* [TASK STATEMENT]: All of the records should be given back exactly and in full.

DATASET ENTRIES Block Start

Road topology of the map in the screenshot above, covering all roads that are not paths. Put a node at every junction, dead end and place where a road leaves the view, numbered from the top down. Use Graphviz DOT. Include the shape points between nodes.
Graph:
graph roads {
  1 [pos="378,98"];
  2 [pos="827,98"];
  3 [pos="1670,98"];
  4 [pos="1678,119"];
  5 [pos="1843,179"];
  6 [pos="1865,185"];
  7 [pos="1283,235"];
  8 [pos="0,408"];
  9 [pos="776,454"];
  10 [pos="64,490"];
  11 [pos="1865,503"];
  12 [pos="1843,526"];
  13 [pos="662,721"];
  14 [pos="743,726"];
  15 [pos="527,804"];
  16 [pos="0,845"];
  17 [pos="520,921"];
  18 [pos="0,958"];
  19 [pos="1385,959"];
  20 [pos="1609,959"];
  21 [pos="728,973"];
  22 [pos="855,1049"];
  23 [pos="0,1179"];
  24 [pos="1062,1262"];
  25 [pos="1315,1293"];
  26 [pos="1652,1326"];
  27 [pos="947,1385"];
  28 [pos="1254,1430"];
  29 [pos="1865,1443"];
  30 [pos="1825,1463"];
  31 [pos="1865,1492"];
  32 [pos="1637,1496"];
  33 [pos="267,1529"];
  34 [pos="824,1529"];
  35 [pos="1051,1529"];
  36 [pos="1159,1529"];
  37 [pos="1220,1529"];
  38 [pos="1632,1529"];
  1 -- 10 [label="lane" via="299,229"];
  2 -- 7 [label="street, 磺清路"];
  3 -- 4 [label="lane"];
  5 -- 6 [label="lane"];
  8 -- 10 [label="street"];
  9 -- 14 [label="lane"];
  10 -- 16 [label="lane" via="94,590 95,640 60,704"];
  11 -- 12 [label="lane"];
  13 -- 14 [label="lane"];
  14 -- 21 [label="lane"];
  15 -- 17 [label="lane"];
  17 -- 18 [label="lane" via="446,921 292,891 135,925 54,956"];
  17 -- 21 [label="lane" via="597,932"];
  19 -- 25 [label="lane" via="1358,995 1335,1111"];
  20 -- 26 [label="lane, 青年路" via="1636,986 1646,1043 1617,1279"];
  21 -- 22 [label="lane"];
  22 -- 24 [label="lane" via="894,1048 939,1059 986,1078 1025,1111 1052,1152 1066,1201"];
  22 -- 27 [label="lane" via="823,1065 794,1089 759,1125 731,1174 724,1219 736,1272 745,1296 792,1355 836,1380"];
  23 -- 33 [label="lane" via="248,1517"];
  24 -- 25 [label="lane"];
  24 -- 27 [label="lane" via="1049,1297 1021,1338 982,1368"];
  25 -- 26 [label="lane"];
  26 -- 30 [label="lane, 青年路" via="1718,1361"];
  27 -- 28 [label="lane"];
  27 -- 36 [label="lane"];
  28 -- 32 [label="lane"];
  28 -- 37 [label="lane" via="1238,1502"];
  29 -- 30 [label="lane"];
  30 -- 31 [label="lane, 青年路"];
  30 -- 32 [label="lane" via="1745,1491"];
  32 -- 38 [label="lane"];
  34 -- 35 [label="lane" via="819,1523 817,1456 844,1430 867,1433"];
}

DATASET ENTRIES Block End

* [SOLUTION]:
Road topology of the map in the screenshot above, covering all roads that are not paths. Put a node at every junction, dead end and place where a road leaves the view, numbered from the top down. Use Graphviz DOT. Include the shape points between nodes.
Graph:
graph roads {
  1 [pos="378,98"];
  2 [pos="827,98"];
  3 [pos="1670,98"];
  4 [pos="1678,119"];
  5 [pos="1843,179"];
  6 [pos="1865,185"];
  7 [pos="1283,235"];
  8 [pos="0,408"];
  9 [pos="776,454"];
  10 [pos="64,490"];
  11 [pos="1865,503"];
  12 [pos="1843,526"];
  13 [pos="662,721"];
  14 [pos="743,726"];
  15 [pos="527,804"];
  16 [pos="0,845"];
  17 [pos="520,921"];
  18 [pos="0,958"];
  19 [pos="1385,959"];
  20 [pos="1609,959"];
  21 [pos="728,973"];
  22 [pos="855,1049"];
  23 [pos="0,1179"];
  24 [pos="1062,1262"];
  25 [pos="1315,1293"];
  26 [pos="1652,1326"];
  27 [pos="947,1385"];
  28 [pos="1254,1430"];
  29 [pos="1865,1443"];
  30 [pos="1825,1463"];
  31 [pos="1865,1492"];
  32 [pos="1637,1496"];
  33 [pos="267,1529"];
  34 [pos="824,1529"];
  35 [pos="1051,1529"];
  36 [pos="1159,1529"];
  37 [pos="1220,1529"];
  38 [pos="1632,1529"];
  1 -- 10 [label="lane" via="299,229"];
  2 -- 7 [label="street, 磺清路"];
  3 -- 4 [label="lane"];
  5 -- 6 [label="lane"];
  8 -- 10 [label="street"];
  9 -- 14 [label="lane"];
  10 -- 16 [label="lane" via="94,590 95,640 60,704"];
  11 -- 12 [label="lane"];
  13 -- 14 [label="lane"];
  14 -- 21 [label="lane"];
  15 -- 17 [label="lane"];
  17 -- 18 [label="lane" via="446,921 292,891 135,925 54,956"];
  17 -- 21 [label="lane" via="597,932"];
  19 -- 25 [label="lane" via="1358,995 1335,1111"];
  20 -- 26 [label="lane, 青年路" via="1636,986 1646,1043 1617,1279"];
  21 -- 22 [label="lane"];
  22 -- 24 [label="lane" via="894,1048 939,1059 986,1078 1025,1111 1052,1152 1066,1201"];
  22 -- 27 [label="lane" via="823,1065 794,1089 759,1125 731,1174 724,1219 736,1272 745,1296 792,1355 836,1380"];
  23 -- 33 [label="lane" via="248,1517"];
  24 -- 25 [label="lane"];
  24 -- 27 [label="lane" via="1049,1297 1021,1338 982,1368"];
  25 -- 26 [label="lane"];
  26 -- 30 [label="lane, 青年路" via="1718,1361"];
  27 -- 28 [label="lane"];
  27 -- 36 [label="lane"];
  28 -- 32 [label="lane"];
  28 -- 37 [label="lane" via="1238,1502"];
  29 -- 30 [label="lane"];
  30 -- 31 [label="lane, 青年路"];
  30 -- 32 [label="lane" via="1745,1491"];
  32 -- 38 [label="lane"];
  34 -- 35 [label="lane" via="819,1523 817,1456 844,1430 867,1433"];
}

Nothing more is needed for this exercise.